Material provided Start Marker
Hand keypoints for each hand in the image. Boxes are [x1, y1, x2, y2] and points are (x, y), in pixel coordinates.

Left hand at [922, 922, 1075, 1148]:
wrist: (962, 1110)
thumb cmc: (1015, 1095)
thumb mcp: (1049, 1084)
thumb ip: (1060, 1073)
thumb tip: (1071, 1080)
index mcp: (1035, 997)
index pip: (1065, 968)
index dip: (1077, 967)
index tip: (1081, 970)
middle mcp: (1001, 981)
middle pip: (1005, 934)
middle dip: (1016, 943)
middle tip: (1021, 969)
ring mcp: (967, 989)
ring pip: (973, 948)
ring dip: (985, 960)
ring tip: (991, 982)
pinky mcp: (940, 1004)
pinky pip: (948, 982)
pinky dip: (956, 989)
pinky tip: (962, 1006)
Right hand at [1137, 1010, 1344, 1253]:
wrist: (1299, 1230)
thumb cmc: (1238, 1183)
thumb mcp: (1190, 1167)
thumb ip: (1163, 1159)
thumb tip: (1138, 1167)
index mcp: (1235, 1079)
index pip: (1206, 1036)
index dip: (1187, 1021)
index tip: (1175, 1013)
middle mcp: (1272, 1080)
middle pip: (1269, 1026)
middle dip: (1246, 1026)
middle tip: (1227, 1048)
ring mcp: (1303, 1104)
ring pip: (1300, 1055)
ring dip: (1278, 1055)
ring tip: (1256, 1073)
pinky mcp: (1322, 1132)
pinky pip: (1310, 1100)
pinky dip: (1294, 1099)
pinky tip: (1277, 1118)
Material provided End Marker
Material provided Start Marker
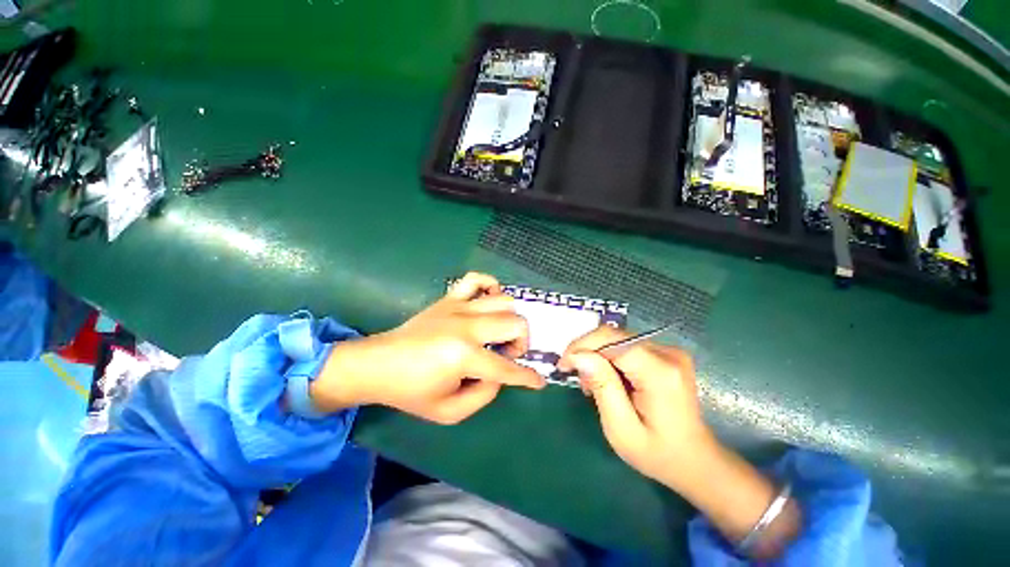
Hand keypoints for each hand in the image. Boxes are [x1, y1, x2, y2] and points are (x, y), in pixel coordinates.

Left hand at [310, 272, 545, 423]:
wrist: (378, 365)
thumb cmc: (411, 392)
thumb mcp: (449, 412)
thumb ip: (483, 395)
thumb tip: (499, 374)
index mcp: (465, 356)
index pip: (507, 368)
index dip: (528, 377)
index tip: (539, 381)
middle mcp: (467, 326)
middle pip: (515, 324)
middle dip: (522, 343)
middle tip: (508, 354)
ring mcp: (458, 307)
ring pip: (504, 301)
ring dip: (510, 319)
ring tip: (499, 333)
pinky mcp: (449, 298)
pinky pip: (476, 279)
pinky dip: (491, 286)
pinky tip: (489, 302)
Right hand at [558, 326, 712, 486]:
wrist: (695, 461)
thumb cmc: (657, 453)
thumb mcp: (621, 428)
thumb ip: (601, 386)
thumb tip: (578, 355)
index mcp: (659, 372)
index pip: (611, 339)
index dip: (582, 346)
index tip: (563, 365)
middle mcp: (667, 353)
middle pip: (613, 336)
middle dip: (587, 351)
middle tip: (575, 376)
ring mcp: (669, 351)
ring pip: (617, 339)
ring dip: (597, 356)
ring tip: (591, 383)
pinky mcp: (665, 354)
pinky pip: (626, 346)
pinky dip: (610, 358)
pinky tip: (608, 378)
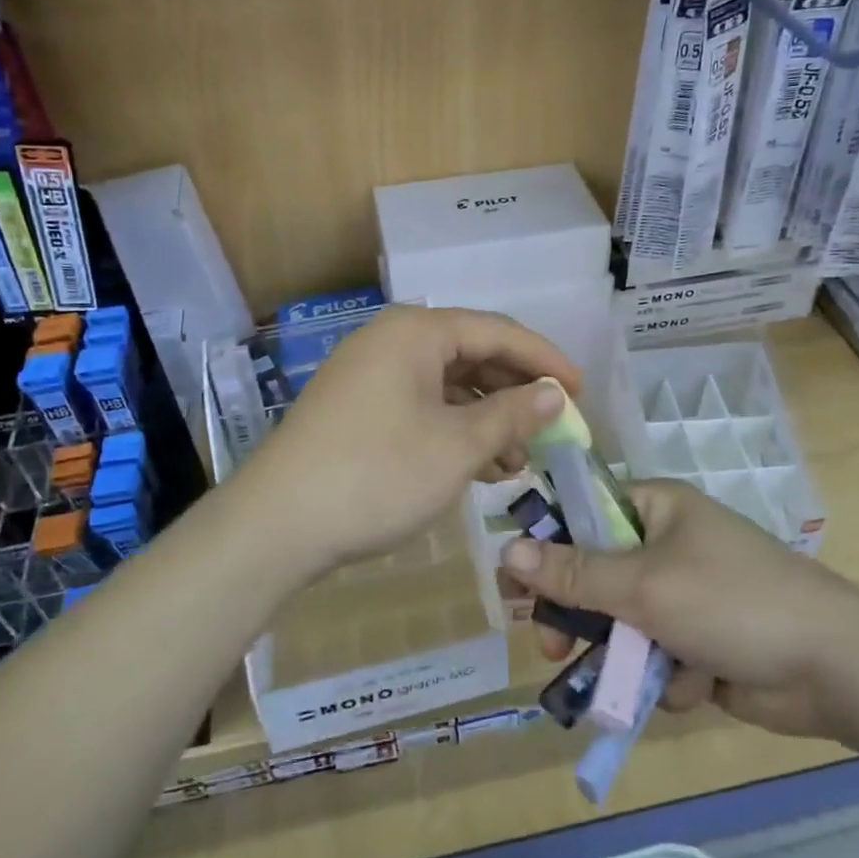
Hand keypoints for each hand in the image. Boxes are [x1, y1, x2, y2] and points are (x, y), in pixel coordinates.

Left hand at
Material provided End Marker
Your goal: Note each line above that holds "Left", then copy all of them.

Exercise solution:
Left hand at [922, 922, 1075, 1148]:
Left hand at [310, 272, 545, 423]:
Left hand at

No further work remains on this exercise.